А еще уверяла, что ничего у меня нет…
Все, господа, вы меня вывели из себя. Плевать мне, сколько человек задействовано, кто, зачем, как. Узнать нетрудно: ствол к виску благородной дамы — и вся информация, которая хранится в ее голове, станет моим достоянием. А потом в Питер, к Ляле. Там что-нибудь придумаем.
Соберись, Изабелла Валерьевна, и займись делом. Твою дочь никто, кроме тебя, не спасет.
О чем же ты раньше думала, идиотка?!
Но прочь эмоции: слезы, сопли — потом.
Что можно сделать сейчас? Нужно убрать этого умника за рулем, учитывая, что за нами никто не следует, во всяком случае, сопровождения я не заметила… Значит, убираю киллера, забираю машину, гоню к ДПС и поднимаю на уши милицию, предупреждаю Лялю, лечу в Питер, чтобы лично ее охранять.

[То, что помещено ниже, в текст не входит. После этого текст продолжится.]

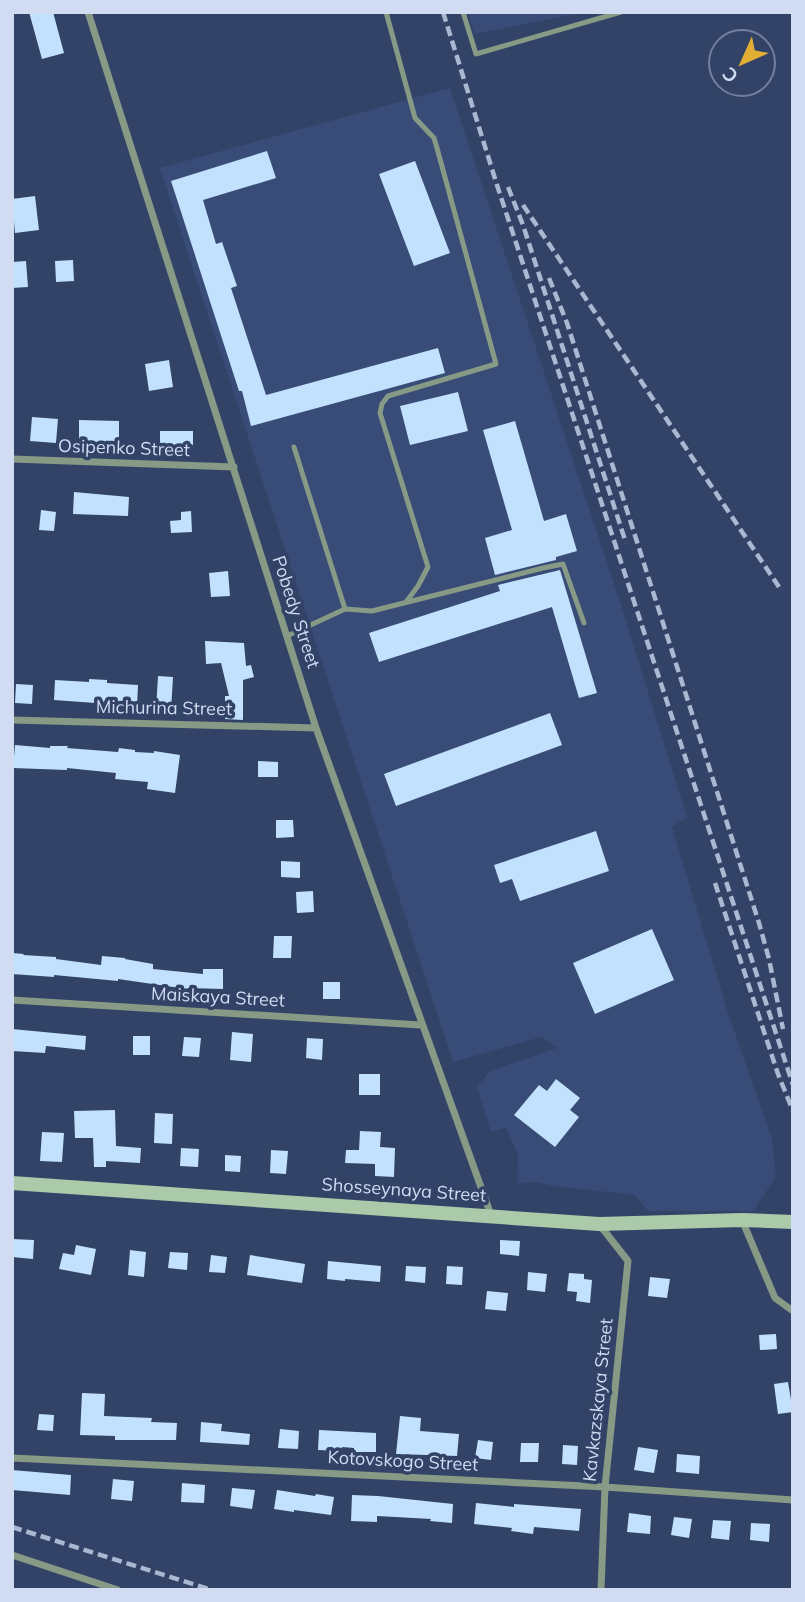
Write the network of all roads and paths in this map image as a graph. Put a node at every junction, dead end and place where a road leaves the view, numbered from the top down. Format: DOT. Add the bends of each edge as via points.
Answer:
graph roads {
  1 [pos="88,12"];
  2 [pos="386,12"];
  3 [pos="463,12"];
  4 [pos="621,12"];
  5 [pos="294,447"];
  6 [pos="12,460"];
  7 [pos="234,467"];
  8 [pos="406,602"];
  9 [pos="345,609"];
  10 [pos="584,623"];
  11 [pos="287,636"];
  12 [pos="12,720"];
  13 [pos="316,728"];
  14 [pos="12,1000"];
  15 [pos="421,1025"];
  16 [pos="12,1183"];
  17 [pos="491,1215"];
  18 [pos="742,1220"];
  19 [pos="793,1222"];
  20 [pos="599,1224"];
  21 [pos="793,1311"];
  22 [pos="12,1458"];
  23 [pos="605,1487"];
  24 [pos="793,1500"];
  25 [pos="12,1555"];
  26 [pos="118,1590"];
  27 [pos="601,1590"];
  1 -- 7 [label="street, Pobedy Street"];
  2 -- 8 [label="lane" via="415,118 434,138 496,364 388,396 382,404 380,413 428,567"];
  3 -- 4 [label="lane" via="476,54"];
  5 -- 9 [label="lane"];
  6 -- 7 [label="street, Osipenko Street"];
  7 -- 11 [label="street, Pobedy Street"];
  8 -- 9 [label="lane" via="372,611"];
  8 -- 10 [label="lane" via="563,564"];
  9 -- 11 [label="lane"];
  11 -- 13 [label="street, Pobedy Street"];
  12 -- 13 [label="street, Michurina Street"];
  13 -- 15 [label="street, Pobedy Street"];
  14 -- 15 [label="street, Maiskaya Street"];
  15 -- 17 [label="street, Pobedy Street"];
  16 -- 17 [label="main road, Shosseynaya Street"];
  17 -- 20 [label="main road, Shosseynaya Street"];
  18 -- 19 [label="main road, Shosseynaya Street"];
  18 -- 20 [label="main road, Shosseynaya Street"];
  18 -- 21 [label="street" via="775,1298"];
  20 -- 23 [label="street, Kavkazskaya Street" via="628,1261"];
  22 -- 23 [label="street, Kotovskogo Street"];
  23 -- 24 [label="street, Kotovskogo Street"];
  23 -- 27 [label="street, Kavkazskaya Street"];
  25 -- 26 [label="street"];
}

А теперь по пунктам: убрать мужчину будет сложно — здоров кабан, силен. К тому же осторожен и умен. Этот вариант я рассматривала и уже отметала — не справиться. Но сейчас за дочь — смогу. Наверное…
Суета вокруг милиции, ДПС — минус. Пока они сообразят, пока раскачаются, пока проверят меня, факты, Марысю, эту машину…
ФСБ? Киллер с корочками подполковника ФСБ (не факт, что фальшивыми). Вызовут федералов и… отправят меня обратно, вместе с дочерью.
Возвращаемся в исходную точку?
— Вы правда подполковник ФСБ?
— А ты поверишь, если отвечу?
Сволочь! Надо же было напороться на профи!
— В Чечне служили?
— И в Афгане.
Сердце екнуло.
Нет, пустое, не стоит и думать…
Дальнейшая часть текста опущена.